WHAT IS EXPECTED
Your copy should match the listing word for word, apart from the pictures, which are left out.

[DATA RECORDS — start]

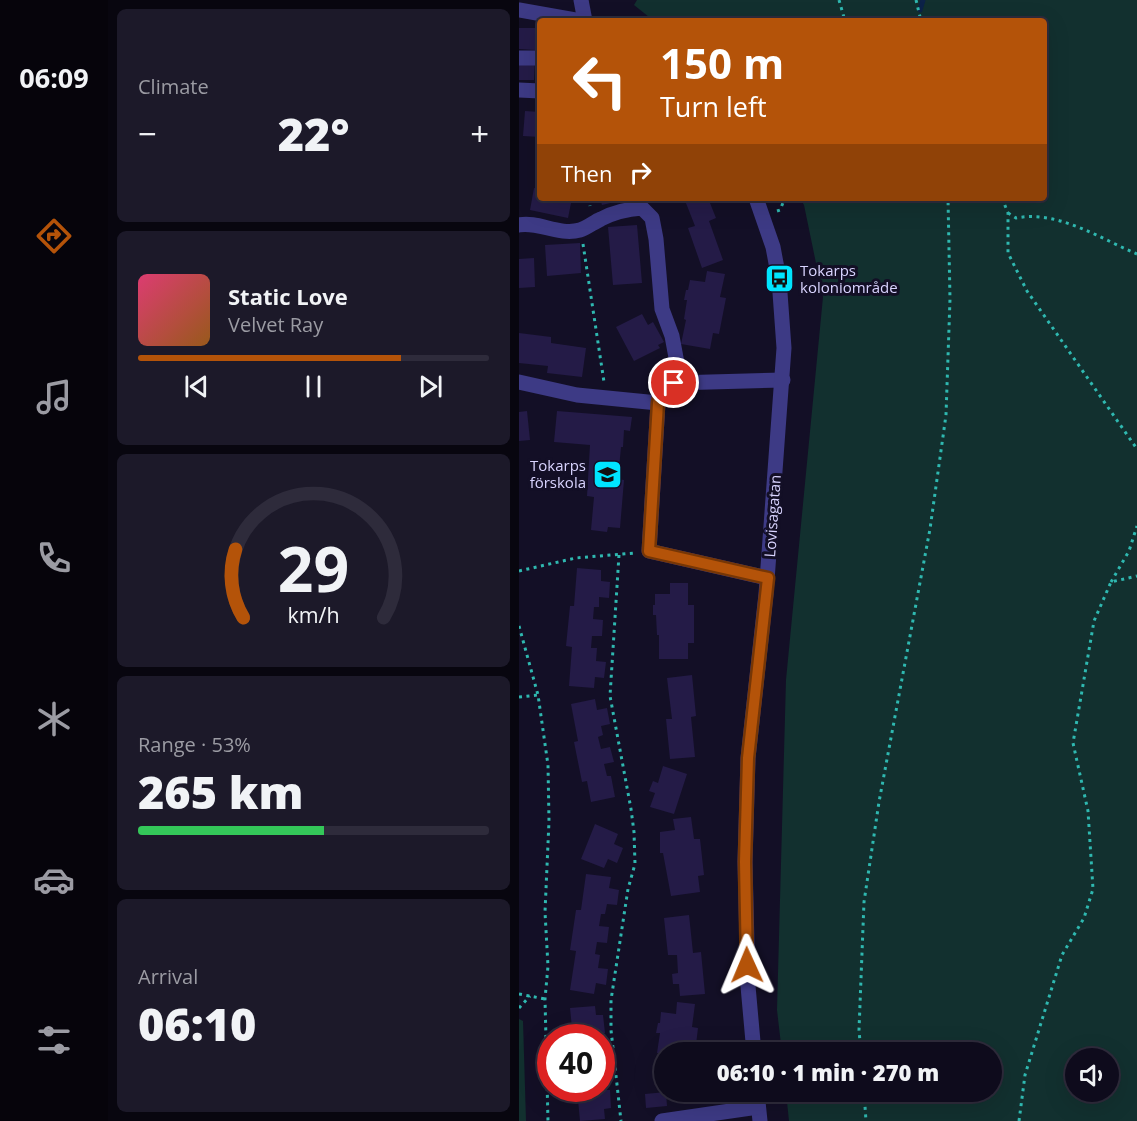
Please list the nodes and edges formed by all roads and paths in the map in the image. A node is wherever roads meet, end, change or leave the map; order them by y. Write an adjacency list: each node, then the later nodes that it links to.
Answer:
1 (582, 0): 6 (street)
2 (839, 0): 7 (path)
3 (916, 0): 8 (path)
4 (519, 10): 5 (street)
5 (564, 18)
6 (585, 18)
7 (844, 18)
8 (920, 18)
9 (519, 58): 10 (street)
10 (537, 58)
11 (519, 90): 12 (street)
12 (537, 91)
13 (757, 201): 20 (street, Lovisagatan)
14 (948, 201): 41 (path)
15 (1003, 201): 16 (path)
16 (1008, 213): 19 (path); 25 (path)
17 (519, 225): 18 (street)
18 (580, 230): 22 (street); 23 (path)
19 (1137, 254)
20 (783, 380): 22 (street); 31 (street, Lovisagatan)
21 (519, 382): 23 (street)
22 (674, 383): 24 (street)
23 (606, 398): 24 (street)
24 (658, 403): 27 (street)
25 (1137, 449)
26 (1137, 526): 32 (path)
27 (649, 551): 28 (path); 31 (street)
28 (619, 555): 29 (path); 45 (path)
29 (519, 571)
30 (1137, 576): 32 (path)
31 (768, 578): 40 (street, Lovisagatan)
32 (1111, 582): 48 (path)
33 (519, 626): 34 (path)
34 (538, 695): 35 (path); 38 (path)
35 (519, 697)
36 (519, 994): 37 (path)
37 (530, 996): 38 (path); 39 (path)
38 (545, 999): 44 (path)
39 (519, 1008)
40 (753, 1042)
41 (860, 1042)
42 (865, 1102): 47 (path)
43 (759, 1107): 46 (street)
44 (547, 1121)
45 (621, 1121)
46 (662, 1121)
47 (866, 1121)
48 (1019, 1121)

[DATA RECORDS — finish]

ANSWER FOR THIS EXERCISE
Please list the nodes and edges formed by all roads and paths in the map in the image. A node is wherever roads meet, end, change or leave the map; order them by y. Write an adjacency list: each node, then the later nodes that it links to.
Answer:
1 (582, 0): 6 (street)
2 (839, 0): 7 (path)
3 (916, 0): 8 (path)
4 (519, 10): 5 (street)
5 (564, 18)
6 (585, 18)
7 (844, 18)
8 (920, 18)
9 (519, 58): 10 (street)
10 (537, 58)
11 (519, 90): 12 (street)
12 (537, 91)
13 (757, 201): 20 (street, Lovisagatan)
14 (948, 201): 41 (path)
15 (1003, 201): 16 (path)
16 (1008, 213): 19 (path); 25 (path)
17 (519, 225): 18 (street)
18 (580, 230): 22 (street); 23 (path)
19 (1137, 254)
20 (783, 380): 22 (street); 31 (street, Lovisagatan)
21 (519, 382): 23 (street)
22 (674, 383): 24 (street)
23 (606, 398): 24 (street)
24 (658, 403): 27 (street)
25 (1137, 449)
26 (1137, 526): 32 (path)
27 (649, 551): 28 (path); 31 (street)
28 (619, 555): 29 (path); 45 (path)
29 (519, 571)
30 (1137, 576): 32 (path)
31 (768, 578): 40 (street, Lovisagatan)
32 (1111, 582): 48 (path)
33 (519, 626): 34 (path)
34 (538, 695): 35 (path); 38 (path)
35 (519, 697)
36 (519, 994): 37 (path)
37 (530, 996): 38 (path); 39 (path)
38 (545, 999): 44 (path)
39 (519, 1008)
40 (753, 1042)
41 (860, 1042)
42 (865, 1102): 47 (path)
43 (759, 1107): 46 (street)
44 (547, 1121)
45 (621, 1121)
46 (662, 1121)
47 (866, 1121)
48 (1019, 1121)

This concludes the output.